# Surface splashing tool for attracting catfish?



## ztmdodge (May 10, 2013)

I was watching River Monsters the other day and saw the episode where he was fishing in Europe for wels catfish. While they were out on the boat his guide was using a special surface splashing tool that supposed to make a certain vibration to attract catfish. I searched online but couldn't even find out what the tool is actually called. Does anyone know what this technique is called or has anyone actually tried it for flatheads?


----------



## hoplovestofish (Aug 3, 2010)

It's called a clonk, also spelled klonk. I have one and It appears to work for me, however what's to say the cats weren't going to bite anyway. When I use it from the boat, it seems to have more affect. Type in clonk on any search engine and it will come up. Also on Wikipedia. hop


----------



## Scott M (Jul 1, 2013)

On a side note, I recorded a bunch of those and my wife was thrilled when I spent several hours watching them.

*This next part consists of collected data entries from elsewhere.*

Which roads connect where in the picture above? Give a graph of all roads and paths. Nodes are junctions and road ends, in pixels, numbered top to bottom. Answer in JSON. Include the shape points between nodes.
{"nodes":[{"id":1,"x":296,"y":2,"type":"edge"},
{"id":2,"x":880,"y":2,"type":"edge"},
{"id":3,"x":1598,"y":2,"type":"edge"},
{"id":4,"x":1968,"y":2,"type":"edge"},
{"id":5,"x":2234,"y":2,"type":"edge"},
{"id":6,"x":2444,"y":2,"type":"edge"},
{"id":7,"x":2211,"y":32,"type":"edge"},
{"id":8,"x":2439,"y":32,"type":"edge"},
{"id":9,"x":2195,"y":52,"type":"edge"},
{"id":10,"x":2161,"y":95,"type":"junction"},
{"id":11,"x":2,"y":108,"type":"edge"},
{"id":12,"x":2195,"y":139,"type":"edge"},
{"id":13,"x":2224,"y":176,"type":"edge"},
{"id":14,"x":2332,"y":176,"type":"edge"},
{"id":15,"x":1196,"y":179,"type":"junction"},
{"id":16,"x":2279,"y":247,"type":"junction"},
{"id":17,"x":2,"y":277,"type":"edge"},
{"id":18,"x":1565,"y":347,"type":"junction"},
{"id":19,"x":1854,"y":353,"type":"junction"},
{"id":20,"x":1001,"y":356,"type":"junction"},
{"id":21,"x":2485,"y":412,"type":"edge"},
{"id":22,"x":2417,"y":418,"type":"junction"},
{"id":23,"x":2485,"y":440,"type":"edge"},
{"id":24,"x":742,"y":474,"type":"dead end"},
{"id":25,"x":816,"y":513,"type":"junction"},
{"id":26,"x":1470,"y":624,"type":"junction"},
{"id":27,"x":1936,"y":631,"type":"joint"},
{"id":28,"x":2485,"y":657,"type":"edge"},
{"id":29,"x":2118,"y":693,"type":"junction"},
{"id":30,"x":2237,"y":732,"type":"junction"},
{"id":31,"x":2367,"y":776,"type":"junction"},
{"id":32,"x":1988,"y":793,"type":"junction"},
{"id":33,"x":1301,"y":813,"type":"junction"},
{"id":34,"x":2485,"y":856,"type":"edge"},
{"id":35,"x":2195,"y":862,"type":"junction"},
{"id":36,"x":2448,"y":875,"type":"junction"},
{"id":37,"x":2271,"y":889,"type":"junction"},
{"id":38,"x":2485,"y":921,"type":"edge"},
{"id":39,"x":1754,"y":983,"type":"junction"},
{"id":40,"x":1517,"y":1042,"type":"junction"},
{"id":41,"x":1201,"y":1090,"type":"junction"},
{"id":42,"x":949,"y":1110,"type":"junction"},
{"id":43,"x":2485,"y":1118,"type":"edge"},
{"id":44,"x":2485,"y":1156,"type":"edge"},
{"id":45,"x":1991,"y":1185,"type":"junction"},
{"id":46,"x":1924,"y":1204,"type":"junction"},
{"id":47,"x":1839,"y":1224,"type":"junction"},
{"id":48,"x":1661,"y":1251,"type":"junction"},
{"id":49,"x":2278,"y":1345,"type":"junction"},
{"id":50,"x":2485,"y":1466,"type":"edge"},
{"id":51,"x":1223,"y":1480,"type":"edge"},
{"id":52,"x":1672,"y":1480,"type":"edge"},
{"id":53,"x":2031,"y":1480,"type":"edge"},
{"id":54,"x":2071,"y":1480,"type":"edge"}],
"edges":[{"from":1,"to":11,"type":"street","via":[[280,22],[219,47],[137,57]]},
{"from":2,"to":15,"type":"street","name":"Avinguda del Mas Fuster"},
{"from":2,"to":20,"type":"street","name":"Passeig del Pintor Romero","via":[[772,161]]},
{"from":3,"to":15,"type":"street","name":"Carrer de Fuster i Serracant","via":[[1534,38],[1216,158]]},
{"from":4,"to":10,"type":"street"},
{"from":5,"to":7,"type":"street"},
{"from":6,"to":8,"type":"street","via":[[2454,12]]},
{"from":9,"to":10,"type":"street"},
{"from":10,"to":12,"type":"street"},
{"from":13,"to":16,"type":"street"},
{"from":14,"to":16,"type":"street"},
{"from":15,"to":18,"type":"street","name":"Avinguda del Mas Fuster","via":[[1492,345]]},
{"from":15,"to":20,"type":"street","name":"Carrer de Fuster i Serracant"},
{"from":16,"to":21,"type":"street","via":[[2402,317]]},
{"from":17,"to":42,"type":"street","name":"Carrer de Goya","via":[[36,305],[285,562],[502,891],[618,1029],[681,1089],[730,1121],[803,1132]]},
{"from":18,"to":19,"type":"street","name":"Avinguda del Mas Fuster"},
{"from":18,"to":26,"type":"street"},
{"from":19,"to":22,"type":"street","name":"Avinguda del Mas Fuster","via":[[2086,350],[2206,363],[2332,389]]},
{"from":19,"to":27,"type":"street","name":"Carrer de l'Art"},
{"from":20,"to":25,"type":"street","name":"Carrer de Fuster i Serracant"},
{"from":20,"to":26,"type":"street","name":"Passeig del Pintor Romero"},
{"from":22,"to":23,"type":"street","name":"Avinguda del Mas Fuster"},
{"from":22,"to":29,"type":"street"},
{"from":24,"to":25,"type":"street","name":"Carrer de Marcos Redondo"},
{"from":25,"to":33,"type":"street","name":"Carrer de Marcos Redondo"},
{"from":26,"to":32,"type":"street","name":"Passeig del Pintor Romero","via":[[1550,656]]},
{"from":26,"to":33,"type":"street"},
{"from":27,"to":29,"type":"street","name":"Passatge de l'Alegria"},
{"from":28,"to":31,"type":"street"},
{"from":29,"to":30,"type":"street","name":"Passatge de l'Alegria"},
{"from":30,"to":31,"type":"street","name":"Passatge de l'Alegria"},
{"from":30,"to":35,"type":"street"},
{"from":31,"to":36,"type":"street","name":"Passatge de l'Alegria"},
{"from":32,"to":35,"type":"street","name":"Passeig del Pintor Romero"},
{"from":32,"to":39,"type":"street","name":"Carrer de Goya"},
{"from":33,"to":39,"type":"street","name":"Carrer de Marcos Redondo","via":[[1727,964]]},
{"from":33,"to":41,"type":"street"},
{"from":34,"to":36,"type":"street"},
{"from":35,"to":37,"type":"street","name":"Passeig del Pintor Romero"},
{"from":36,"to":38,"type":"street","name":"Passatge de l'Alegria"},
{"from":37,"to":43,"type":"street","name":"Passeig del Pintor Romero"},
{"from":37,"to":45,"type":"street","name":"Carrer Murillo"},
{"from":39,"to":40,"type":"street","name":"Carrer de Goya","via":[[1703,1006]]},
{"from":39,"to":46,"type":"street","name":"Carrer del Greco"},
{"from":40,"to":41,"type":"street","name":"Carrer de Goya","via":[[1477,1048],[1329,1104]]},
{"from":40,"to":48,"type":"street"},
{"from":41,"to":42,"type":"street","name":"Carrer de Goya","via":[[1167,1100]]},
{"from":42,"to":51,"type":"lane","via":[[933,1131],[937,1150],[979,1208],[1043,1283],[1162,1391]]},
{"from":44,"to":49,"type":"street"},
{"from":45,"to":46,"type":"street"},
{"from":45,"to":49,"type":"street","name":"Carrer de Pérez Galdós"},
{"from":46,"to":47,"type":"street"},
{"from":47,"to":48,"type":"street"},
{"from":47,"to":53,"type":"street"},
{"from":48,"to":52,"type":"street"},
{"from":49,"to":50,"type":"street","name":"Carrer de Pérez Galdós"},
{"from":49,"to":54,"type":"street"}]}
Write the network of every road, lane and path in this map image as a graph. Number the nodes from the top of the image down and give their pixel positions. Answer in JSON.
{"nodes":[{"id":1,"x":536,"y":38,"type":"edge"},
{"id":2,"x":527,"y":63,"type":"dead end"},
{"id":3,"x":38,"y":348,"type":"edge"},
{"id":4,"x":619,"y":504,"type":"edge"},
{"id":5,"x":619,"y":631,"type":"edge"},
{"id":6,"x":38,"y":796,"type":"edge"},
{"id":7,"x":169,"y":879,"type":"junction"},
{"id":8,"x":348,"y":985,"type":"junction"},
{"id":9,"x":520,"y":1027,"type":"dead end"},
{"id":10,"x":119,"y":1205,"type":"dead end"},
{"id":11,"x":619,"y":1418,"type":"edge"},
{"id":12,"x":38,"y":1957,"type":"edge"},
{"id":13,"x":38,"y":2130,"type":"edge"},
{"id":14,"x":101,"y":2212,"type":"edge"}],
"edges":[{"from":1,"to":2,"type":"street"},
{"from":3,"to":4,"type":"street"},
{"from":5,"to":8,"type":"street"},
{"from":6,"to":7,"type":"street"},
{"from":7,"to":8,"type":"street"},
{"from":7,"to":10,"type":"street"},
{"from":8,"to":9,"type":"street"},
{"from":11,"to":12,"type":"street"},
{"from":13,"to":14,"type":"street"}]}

Gotta admit, that may be on my bucket list. Awesome cats!


----------



## ztmdodge (May 10, 2013)

Cool thanks for the responses! Ill have to get one and see how it works this season. And river monsters is a great show. you can pay for a week long guided trip on the riber ebro or po river in italy. The problem is the plane tickets cost more than a week of fishing and stay at a b&b haha. I'm going to spend the money on it sometime soon.


----------



## Salmonid (Apr 14, 2004)

Catfish Connection carries the "Clonk" its a running joke in the catfishing world but who knows, maybe it does work....

Salmonid


----------



## throbak (Jul 8, 2012)

Did you guys catch the part where they are invasive in Spain and started From 30 Fish


----------



## City fisher (Jul 12, 2012)

Aren't devices like these used for fish that have been trained that when the water is smacked with something it's time to feed? I recall a thread on here a while ago about a guy that would go out to his honey hole with some feed for the cats and slap the top of the water with an oar to let them know it was time to eat. All he had to do was go out and smack the water with his oar and they would come in. Anyone else remember that thread ?


----------



## ztmdodge (May 10, 2013)

throbak said:


> Did you guys catch the part where they are invasive in Spain and started From 30 Fish


Yeah I heard that. I wish they would release some in america. I wouldn't mind being able to catch some 200lb catfish. But it's a little different over there. They have strict catch and release policies on those rivers. In america we lose so many of the trophy sized fish.


----------



## MIGHTY (Sep 21, 2013)

Those things never stop eating because that water stays warm. What did he say, they can grow up to 10 pounds a year and live for 80 years or something? I don't know about that clunk.... Another strange Method I've heard was from my buddy's uncle. He said he tapped metal ball bats together under water when he fished for catfish in his pond...sounded pretty goofy to me


----------



## Doctor (Apr 5, 2004)

Here in the USA I think the clonk is designed to catch only one species:


*A FISHERMAN*


----------



## throbak (Jul 8, 2012)

I feed the catfish in my pond when the feel my footsteps they come an git it


----------



## RichsFishin (Nov 4, 2007)

Last summer my buddy was smackin a gill on the edge of the water tryin to catch a snapper and all of a sudden a 30 inch channel came up and took off with the gill. First time I ever saw any thing as crazy as that happening..... Rich


----------



## katfish (Apr 7, 2004)

Doc
Spoke like the wise man on the mountain


----------